Data to examine:
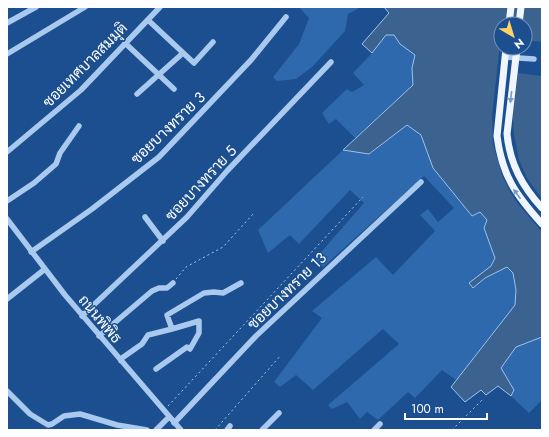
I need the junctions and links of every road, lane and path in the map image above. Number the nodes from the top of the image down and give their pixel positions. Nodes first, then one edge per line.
1 (36, 7) edge
2 (85, 7) edge
3 (160, 7) edge
4 (286, 18) dead end
5 (148, 20) junction
6 (7, 23) edge
7 (213, 42) dead end
8 (125, 43) junction
9 (183, 53) junction
10 (7, 54) edge
11 (505, 57) joint
12 (516, 58) junction
13 (534, 59) dead end
14 (331, 62) dead end
15 (159, 75) junction
16 (174, 89) dead end
17 (137, 94) dead end
18 (79, 126) dead end
19 (7, 152) edge
20 (421, 182) dead end
21 (363, 197) dead end
22 (7, 201) edge
23 (542, 208) edge
24 (254, 213) dead end
25 (145, 217) dead end
26 (7, 219) edge
27 (542, 224) edge
28 (163, 241) junction
29 (31, 252) junction
30 (45, 269) junction
31 (173, 283) joint
32 (241, 283) dead end
33 (7, 299) edge
34 (82, 316) junction
35 (172, 329) junction
36 (99, 336) junction
37 (281, 355) dead end
38 (121, 361) junction
39 (156, 369) dead end
40 (7, 391) edge
41 (484, 398) dead end
42 (162, 411) junction
43 (279, 413) dead end
44 (168, 417) junction
45 (174, 423) junction
46 (380, 424) dead end
47 (115, 428) edge
48 (147, 430) edge
49 (156, 430) edge
50 (180, 430) edge
51 (215, 430) edge
52 (262, 430) edge
53 (374, 430) edge
54 (452, 430) edge

1 - 6 street
2 - 10 street
3 - 5 street, ซอยเทศบาลสมมุติ
4 - 29 street, ซอยบางทราย 3
5 - 8 street, ซอยเทศบาลสมมุติ
5 - 9 street
7 - 9 street
8 - 15 street
8 - 19 street, ซอยเทศบาลสมมุติ
9 - 15 street
11 - 12 street
27 -> 11 main road
12 - 13 street
12 -> 23 main road
14 - 28 street, ซอยบางทราย 5
15 - 16 street
15 - 17 street
18 - 22 street
20 - 45 street, ซอยบางทราย 13
21 - 42 path
24 - 31 path
25 - 28 street
26 - 29 street, ถนนพิพิธ
28 - 34 street, ซอยบางทราย 5
29 - 30 street, ถนนพิพิธ
30 - 33 street
30 - 34 street, ถนนพิพิธ
31 - 36 street
32 - 35 street
34 - 36 street, ถนนพิพิธ
35 - 38 street
35 - 39 street
36 - 38 street, ถนนพิพิธ
37 - 51 path
38 - 42 street, ถนนพิพิธ
40 - 47 street
41 - 54 path
42 - 44 street, ถนนพิพิธ
43 - 52 street
44 - 45 street, ถนนพิพิธ
44 - 49 street
45 - 50 street, ถนนพิพิธ
46 - 53 street
47 - 48 street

Problem:
Copy the records exactly. Skip the images.

Result of this task:
I need the junctions and links of every road, lane and path in the map image above. Number the nodes from the top of the image down and give their pixel positions. Nodes first, then one edge per line.
1 (36, 7) edge
2 (85, 7) edge
3 (160, 7) edge
4 (286, 18) dead end
5 (148, 20) junction
6 (7, 23) edge
7 (213, 42) dead end
8 (125, 43) junction
9 (183, 53) junction
10 (7, 54) edge
11 (505, 57) joint
12 (516, 58) junction
13 (534, 59) dead end
14 (331, 62) dead end
15 (159, 75) junction
16 (174, 89) dead end
17 (137, 94) dead end
18 (79, 126) dead end
19 (7, 152) edge
20 (421, 182) dead end
21 (363, 197) dead end
22 (7, 201) edge
23 (542, 208) edge
24 (254, 213) dead end
25 (145, 217) dead end
26 (7, 219) edge
27 (542, 224) edge
28 (163, 241) junction
29 (31, 252) junction
30 (45, 269) junction
31 (173, 283) joint
32 (241, 283) dead end
33 (7, 299) edge
34 (82, 316) junction
35 (172, 329) junction
36 (99, 336) junction
37 (281, 355) dead end
38 (121, 361) junction
39 (156, 369) dead end
40 (7, 391) edge
41 (484, 398) dead end
42 (162, 411) junction
43 (279, 413) dead end
44 (168, 417) junction
45 (174, 423) junction
46 (380, 424) dead end
47 (115, 428) edge
48 (147, 430) edge
49 (156, 430) edge
50 (180, 430) edge
51 (215, 430) edge
52 (262, 430) edge
53 (374, 430) edge
54 (452, 430) edge

1 - 6 street
2 - 10 street
3 - 5 street, ซอยเทศบาลสมมุติ
4 - 29 street, ซอยบางทราย 3
5 - 8 street, ซอยเทศบาลสมมุติ
5 - 9 street
7 - 9 street
8 - 15 street
8 - 19 street, ซอยเทศบาลสมมุติ
9 - 15 street
11 - 12 street
27 -> 11 main road
12 - 13 street
12 -> 23 main road
14 - 28 street, ซอยบางทราย 5
15 - 16 street
15 - 17 street
18 - 22 street
20 - 45 street, ซอยบางทราย 13
21 - 42 path
24 - 31 path
25 - 28 street
26 - 29 street, ถนนพิพิธ
28 - 34 street, ซอยบางทราย 5
29 - 30 street, ถนนพิพิธ
30 - 33 street
30 - 34 street, ถนนพิพิธ
31 - 36 street
32 - 35 street
34 - 36 street, ถนนพิพิธ
35 - 38 street
35 - 39 street
36 - 38 street, ถนนพิพิธ
37 - 51 path
38 - 42 street, ถนนพิพิธ
40 - 47 street
41 - 54 path
42 - 44 street, ถนนพิพิธ
43 - 52 street
44 - 45 street, ถนนพิพิธ
44 - 49 street
45 - 50 street, ถนนพิพิธ
46 - 53 street
47 - 48 street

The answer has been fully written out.